## DESCRIPTION OF THE TASK
Only the text of the records belongs in the answer, copied exactly, with every picture omitted.

## INPUT
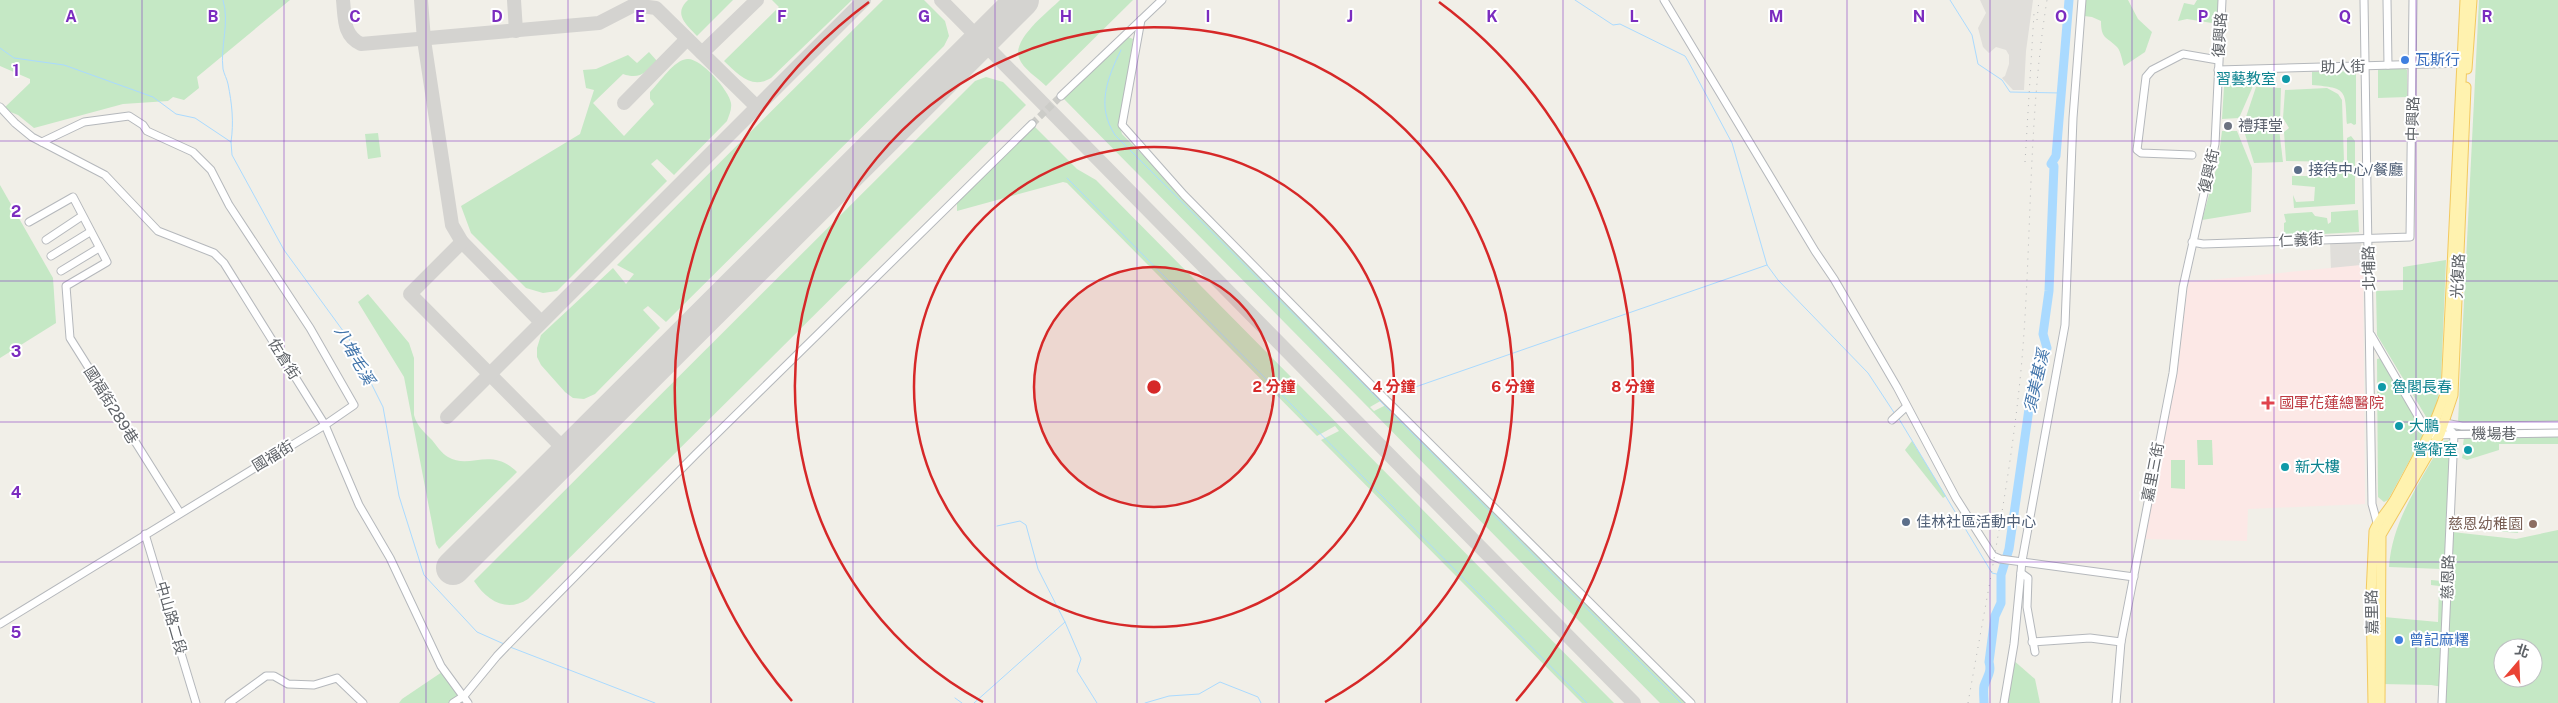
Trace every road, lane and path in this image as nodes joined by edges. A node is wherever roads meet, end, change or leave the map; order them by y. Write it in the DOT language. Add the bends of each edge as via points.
graph roads {
  1 [pos="1162,0"];
  2 [pos="1664,0"];
  3 [pos="2082,0"];
  4 [pos="2222,0"];
  5 [pos="2364,0"];
  6 [pos="2387,0"];
  7 [pos="2413,0"];
  8 [pos="2465,0"];
  9 [pos="2472,0"];
  10 [pos="1142,20"];
  11 [pos="2218,60"];
  12 [pos="2464,63"];
  13 [pos="2414,65"];
  14 [pos="2365,66"];
  15 [pos="2388,66"];
  16 [pos="2218,70"];
  17 [pos="1061,96"];
  18 [pos="0,107"];
  19 [pos="1032,124"];
  20 [pos="42,142"];
  21 [pos="2192,155"];
  22 [pos="82,216"];
  23 [pos="29,222"];
  24 [pos="90,232"];
  25 [pos="2369,237"];
  26 [pos="2410,237"];
  27 [pos="46,240"];
  28 [pos="2192,242"];
  29 [pos="99,248"];
  30 [pos="51,256"];
  31 [pos="61,272"];
  32 [pos="2370,333"];
  33 [pos="1906,407"];
  34 [pos="1892,420"];
  35 [pos="2441,422"];
  36 [pos="325,425"];
  37 [pos="2558,425"];
  38 [pos="2489,430"];
  39 [pos="2558,433"];
  40 [pos="2440,434"];
  41 [pos="2454,434"];
  42 [pos="2429,435"];
  43 [pos="180,513"];
  44 [pos="2377,523"];
  45 [pos="145,534"];
  46 [pos="2382,535"];
  47 [pos="2022,561"];
  48 [pos="2021,573"];
  49 [pos="2134,577"];
  50 [pos="0,624"];
  51 [pos="2032,642"];
  52 [pos="2121,642"];
  53 [pos="2035,652"];
  54 [pos="466,700"];
  55 [pos="361,701"];
  56 [pos="196,703"];
  57 [pos="229,703"];
  58 [pos="453,703"];
  59 [pos="1691,703"];
  60 [pos="2004,703"];
  61 [pos="2116,703"];
  62 [pos="2373,703"];
  63 [pos="2380,703"];
  64 [pos="2442,703"];
  1 -- 10 [label="street"];
  2 -- 33 [label="street" via="1834,279"];
  3 -- 47 [label="street" via="2073,118 2065,325"];
  4 -- 11 [label="street, 復興路"];
  5 -- 14 [label="street, 北埔路"];
  6 -- 15 [label="street"];
  7 -- 13 [label="street, 中興路"];
  8 -- 12 [label="main road, 光復路"];
  9 -- 12 [label="main road, 光復路"];
  10 -- 17 [label="street"];
  10 -- 59 [label="street" via="1122,125 1184,195"];
  11 -- 16 [label="street, 復興路"];
  11 -- 21 [label="street" via="2183,54 2152,70 2146,77 2138,150 2141,153"];
  12 -- 13 [label="street, 助人街"];
  12 -- 35 [label="main road, 光復路" via="2453,386"];
  13 -- 15 [label="street, 助人街"];
  13 -- 26 [label="street, 中興路"];
  14 -- 15 [label="street, 助人街"];
  14 -- 16 [label="street, 助人街"];
  14 -- 25 [label="street, 北埔路"];
  16 -- 28 [label="street, 復興街" via="2215,144"];
  18 -- 20 [label="street, 佐倉街" via="14,123"];
  19 -- 54 [label="street" via="696,454 497,656"];
  20 -- 36 [label="street, 佐倉街" via="105,175 158,231 214,253 224,262"];
  20 -- 36 [label="street, 國福街" via="84,122 130,116 147,131 197,155 211,170 229,205 310,328 354,405"];
  22 -- 23 [label="street" via="73,197"];
  22 -- 24 [label="street"];
  22 -- 27 [label="street"];
  24 -- 29 [label="street"];
  24 -- 30 [label="street"];
  25 -- 26 [label="street, 仁義街"];
  25 -- 28 [label="street, 仁義街" via="2213,244"];
  25 -- 32 [label="street, 北埔路"];
  28 -- 49 [label="street, 嘉里三街" via="2173,373"];
  29 -- 31 [label="street"];
  29 -- 43 [label="street, 國福街289巷" via="107,262 65,288 70,338"];
  32 -- 42 [label="street"];
  32 -- 44 [label="street, 北埔路" via="2372,504"];
  33 -- 34 [label="street"];
  33 -- 47 [label="street" via="1956,498 1991,553 2000,560"];
  35 -- 38 [label="street, 機場巷"];
  35 -- 40 [label="main road, 光復路"];
  35 -- 41 [label="street"];
  35 -- 42 [label="main road, 光復路"];
  36 -- 43 [label="street, 國福街"];
  36 -- 54 [label="street, 佐倉街" via="359,505 390,558 441,666"];
  37 -- 38 [label="street, 機場巷"];
  38 -- 39 [label="street, 機場巷"];
  38 -- 41 [label="street, 機場巷"];
  40 -- 41 [label="street, 機場巷"];
  40 -- 42 [label="street, 機場巷"];
  40 -- 46 [label="main road, 光復路"];
  41 -- 64 [label="street, 慈恩路"];
  42 -- 44 [label="main road, 光復路" via="2393,502"];
  43 -- 45 [label="street, 國福街"];
  44 -- 46 [label="street, 北埔路"];
  44 -- 62 [label="main road, 嘉里路" via="2372,550"];
  45 -- 50 [label="street, 國福街"];
  45 -- 56 [label="street, 中山路二段"];
  46 -- 63 [label="main road, 嘉里路"];
  47 -- 48 [label="street"];
  47 -- 49 [label="street"];
  48 -- 51 [label="street" via="2028,578 2027,607"];
  48 -- 60 [label="street"];
  49 -- 52 [label="street, 嘉里三街"];
  51 -- 52 [label="street" via="2090,638"];
  51 -- 53 [label="street"];
  52 -- 61 [label="street, 嘉里三街"];
  54 -- 58 [label="street"];
  55 -- 57 [label="street" via="337,678 314,685 288,684 274,676 266,676"];
}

## COMPLETED TASK
Trace every road, lane and path in this image as nodes joined by edges. A node is wherever roads meet, end, change or leave the map; order them by y. Write it in the DOT language. Add the bends of each edge as via points.
graph roads {
  1 [pos="1162,0"];
  2 [pos="1664,0"];
  3 [pos="2082,0"];
  4 [pos="2222,0"];
  5 [pos="2364,0"];
  6 [pos="2387,0"];
  7 [pos="2413,0"];
  8 [pos="2465,0"];
  9 [pos="2472,0"];
  10 [pos="1142,20"];
  11 [pos="2218,60"];
  12 [pos="2464,63"];
  13 [pos="2414,65"];
  14 [pos="2365,66"];
  15 [pos="2388,66"];
  16 [pos="2218,70"];
  17 [pos="1061,96"];
  18 [pos="0,107"];
  19 [pos="1032,124"];
  20 [pos="42,142"];
  21 [pos="2192,155"];
  22 [pos="82,216"];
  23 [pos="29,222"];
  24 [pos="90,232"];
  25 [pos="2369,237"];
  26 [pos="2410,237"];
  27 [pos="46,240"];
  28 [pos="2192,242"];
  29 [pos="99,248"];
  30 [pos="51,256"];
  31 [pos="61,272"];
  32 [pos="2370,333"];
  33 [pos="1906,407"];
  34 [pos="1892,420"];
  35 [pos="2441,422"];
  36 [pos="325,425"];
  37 [pos="2558,425"];
  38 [pos="2489,430"];
  39 [pos="2558,433"];
  40 [pos="2440,434"];
  41 [pos="2454,434"];
  42 [pos="2429,435"];
  43 [pos="180,513"];
  44 [pos="2377,523"];
  45 [pos="145,534"];
  46 [pos="2382,535"];
  47 [pos="2022,561"];
  48 [pos="2021,573"];
  49 [pos="2134,577"];
  50 [pos="0,624"];
  51 [pos="2032,642"];
  52 [pos="2121,642"];
  53 [pos="2035,652"];
  54 [pos="466,700"];
  55 [pos="361,701"];
  56 [pos="196,703"];
  57 [pos="229,703"];
  58 [pos="453,703"];
  59 [pos="1691,703"];
  60 [pos="2004,703"];
  61 [pos="2116,703"];
  62 [pos="2373,703"];
  63 [pos="2380,703"];
  64 [pos="2442,703"];
  1 -- 10 [label="street"];
  2 -- 33 [label="street" via="1834,279"];
  3 -- 47 [label="street" via="2073,118 2065,325"];
  4 -- 11 [label="street, 復興路"];
  5 -- 14 [label="street, 北埔路"];
  6 -- 15 [label="street"];
  7 -- 13 [label="street, 中興路"];
  8 -- 12 [label="main road, 光復路"];
  9 -- 12 [label="main road, 光復路"];
  10 -- 17 [label="street"];
  10 -- 59 [label="street" via="1122,125 1184,195"];
  11 -- 16 [label="street, 復興路"];
  11 -- 21 [label="street" via="2183,54 2152,70 2146,77 2138,150 2141,153"];
  12 -- 13 [label="street, 助人街"];
  12 -- 35 [label="main road, 光復路" via="2453,386"];
  13 -- 15 [label="street, 助人街"];
  13 -- 26 [label="street, 中興路"];
  14 -- 15 [label="street, 助人街"];
  14 -- 16 [label="street, 助人街"];
  14 -- 25 [label="street, 北埔路"];
  16 -- 28 [label="street, 復興街" via="2215,144"];
  18 -- 20 [label="street, 佐倉街" via="14,123"];
  19 -- 54 [label="street" via="696,454 497,656"];
  20 -- 36 [label="street, 佐倉街" via="105,175 158,231 214,253 224,262"];
  20 -- 36 [label="street, 國福街" via="84,122 130,116 147,131 197,155 211,170 229,205 310,328 354,405"];
  22 -- 23 [label="street" via="73,197"];
  22 -- 24 [label="street"];
  22 -- 27 [label="street"];
  24 -- 29 [label="street"];
  24 -- 30 [label="street"];
  25 -- 26 [label="street, 仁義街"];
  25 -- 28 [label="street, 仁義街" via="2213,244"];
  25 -- 32 [label="street, 北埔路"];
  28 -- 49 [label="street, 嘉里三街" via="2173,373"];
  29 -- 31 [label="street"];
  29 -- 43 [label="street, 國福街289巷" via="107,262 65,288 70,338"];
  32 -- 42 [label="street"];
  32 -- 44 [label="street, 北埔路" via="2372,504"];
  33 -- 34 [label="street"];
  33 -- 47 [label="street" via="1956,498 1991,553 2000,560"];
  35 -- 38 [label="street, 機場巷"];
  35 -- 40 [label="main road, 光復路"];
  35 -- 41 [label="street"];
  35 -- 42 [label="main road, 光復路"];
  36 -- 43 [label="street, 國福街"];
  36 -- 54 [label="street, 佐倉街" via="359,505 390,558 441,666"];
  37 -- 38 [label="street, 機場巷"];
  38 -- 39 [label="street, 機場巷"];
  38 -- 41 [label="street, 機場巷"];
  40 -- 41 [label="street, 機場巷"];
  40 -- 42 [label="street, 機場巷"];
  40 -- 46 [label="main road, 光復路"];
  41 -- 64 [label="street, 慈恩路"];
  42 -- 44 [label="main road, 光復路" via="2393,502"];
  43 -- 45 [label="street, 國福街"];
  44 -- 46 [label="street, 北埔路"];
  44 -- 62 [label="main road, 嘉里路" via="2372,550"];
  45 -- 50 [label="street, 國福街"];
  45 -- 56 [label="street, 中山路二段"];
  46 -- 63 [label="main road, 嘉里路"];
  47 -- 48 [label="street"];
  47 -- 49 [label="street"];
  48 -- 51 [label="street" via="2028,578 2027,607"];
  48 -- 60 [label="street"];
  49 -- 52 [label="street, 嘉里三街"];
  51 -- 52 [label="street" via="2090,638"];
  51 -- 53 [label="street"];
  52 -- 61 [label="street, 嘉里三街"];
  54 -- 58 [label="street"];
  55 -- 57 [label="street" via="337,678 314,685 288,684 274,676 266,676"];
}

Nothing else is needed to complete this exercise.